» **WHAT IS NEEDED**
Find and copy each line of the data that includes "Lane".

» **MATERIAL SHOWN**
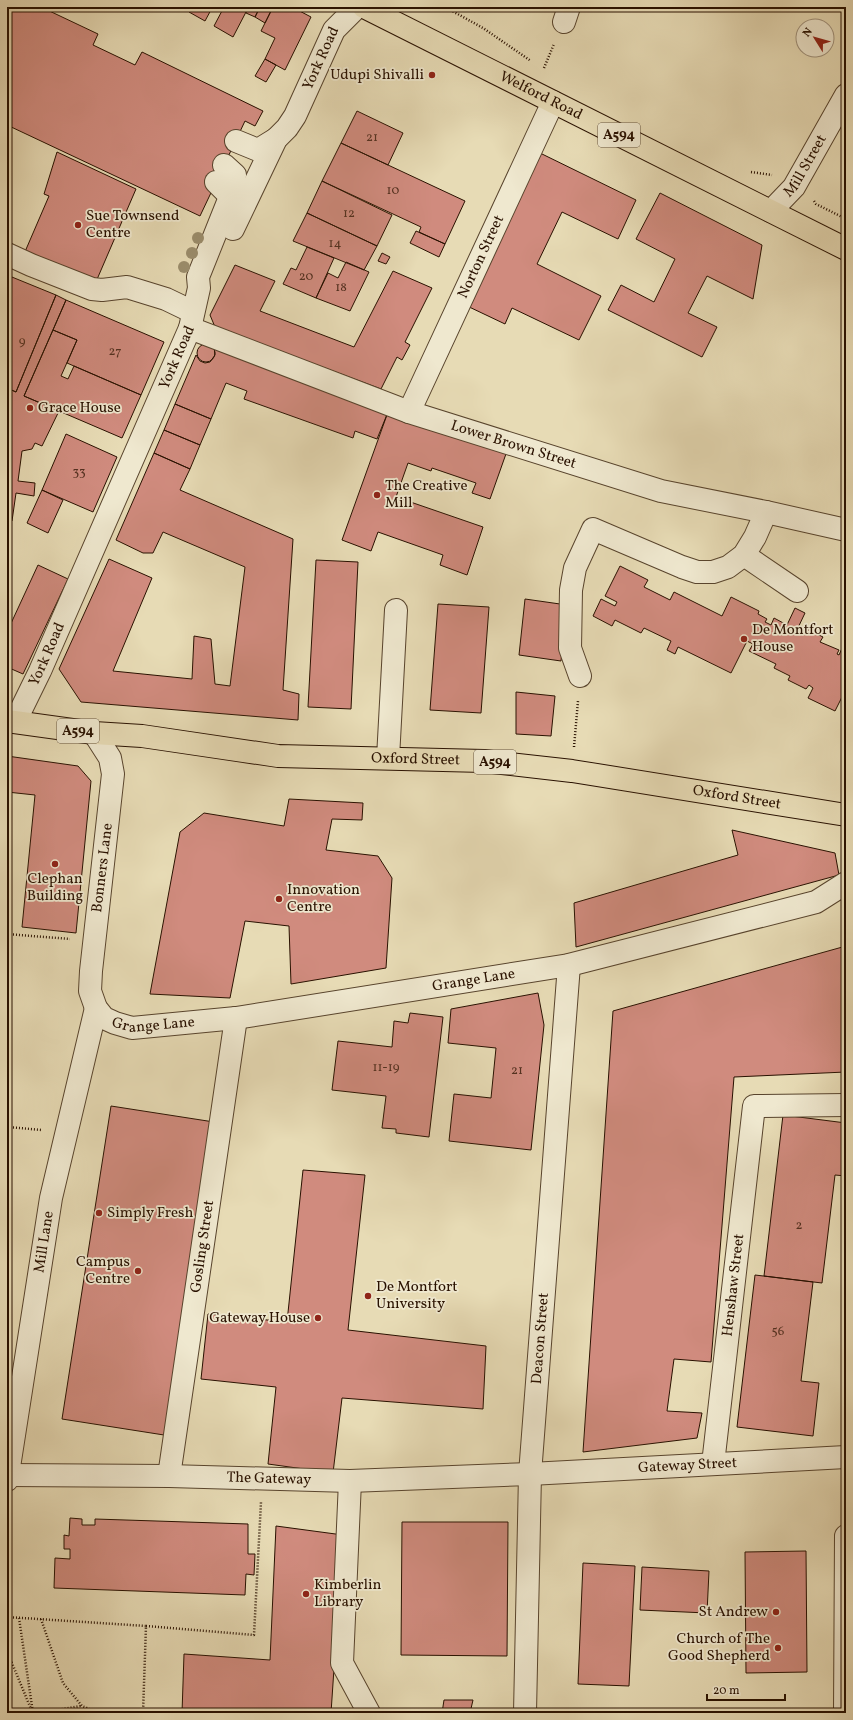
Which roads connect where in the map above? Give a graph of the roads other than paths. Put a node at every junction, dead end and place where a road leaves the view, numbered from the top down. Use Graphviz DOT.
graph roads {
  1 [pos="357,7"];
  2 [pos="364,7"];
  3 [pos="846,95"];
  4 [pos="552,102"];
  5 [pos="239,134"];
  6 [pos="276,138"];
  7 [pos="224,181"];
  8 [pos="771,210"];
  9 [pos="846,249"];
  10 [pos="7,254"];
  11 [pos="199,288"];
  12 [pos="192,320"];
  13 [pos="409,412"];
  14 [pos="766,512"];
  15 [pos="846,530"];
  16 [pos="744,555"];
  17 [pos="797,590"];
  18 [pos="396,610"];
  19 [pos="580,676"];
  20 [pos="11,721"];
  21 [pos="94,733"];
  22 [pos="388,758"];
  23 [pos="846,815"];
  24 [pos="846,883"];
  25 [pos="569,965"];
  26 [pos="96,1008"];
  27 [pos="236,1018"];
  28 [pos="846,1105"];
  29 [pos="846,1458"];
  30 [pos="713,1464"];
  31 [pos="530,1474"];
  32 [pos="7,1475"];
  33 [pos="160,1476"];
  34 [pos="7,1480"];
  35 [pos="350,1481"];
  36 [pos="846,1536"];
  37 [pos="525,1704"];
  38 [pos="369,1713"];
  39 [pos="845,1713"];
  1 -- 6 [label="street, York Road"];
  2 -- 4 [label="main road, Welford Road / A594"];
  3 -- 8 [label="street, Mill Street"];
  4 -- 8 [label="main road, Welford Road / A594"];
  4 -- 13 [label="street, Norton Street"];
  5 -- 6 [label="street"];
  6 -- 11 [label="street, York Road"];
  7 -- 11 [label="street"];
  8 -- 9 [label="main road, Welford Road / A594"];
  10 -- 12 [label="street, Lower Brown Street"];
  11 -- 12 [label="street, York Road"];
  12 -- 13 [label="street, Lower Brown Street"];
  12 -- 20 [label="street, York Road"];
  13 -- 14 [label="street, Lower Brown Street"];
  14 -- 15 [label="street, Lower Brown Street"];
  14 -- 16 [label="street"];
  16 -- 17 [label="street"];
  16 -- 19 [label="street"];
  18 -- 22 [label="street"];
  20 -- 21 [label="main road, Oxford Street / A594"];
  21 -- 22 [label="main road, Oxford Street / A594"];
  21 -- 26 [label="street, Bonners Lane"];
  22 -- 23 [label="main road, Oxford Street / A594"];
  24 -- 25 [label="street, Grange Lane"];
  25 -- 27 [label="street, Grange Lane"];
  25 -- 31 [label="street, Deacon Street"];
  26 -- 27 [label="street, Grange Lane"];
  26 -- 32 [label="street, Mill Lane"];
  27 -- 33 [label="street, Gosling Street"];
  28 -- 30 [label="street, Henshaw Street"];
  29 -- 30 [label="street, Gateway Street"];
  30 -- 31 [label="street, Gateway Street"];
  31 -- 35 [label="street, The Gateway"];
  31 -- 37 [label="street, Deacon Street"];
  32 -- 33 [label="street, The Gateway"];
  32 -- 34 [label="street, Mill Lane"];
  33 -- 35 [label="street, The Gateway"];
  35 -- 38 [label="street"];
  36 -- 39 [label="street"];
}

» **ANSWER BELOW**
  21 -- 26 [label="street, Bonners Lane"];
  24 -- 25 [label="street, Grange Lane"];
  25 -- 27 [label="street, Grange Lane"];
  26 -- 27 [label="street, Grange Lane"];
  26 -- 32 [label="street, Mill Lane"];
  32 -- 34 [label="street, Mill Lane"];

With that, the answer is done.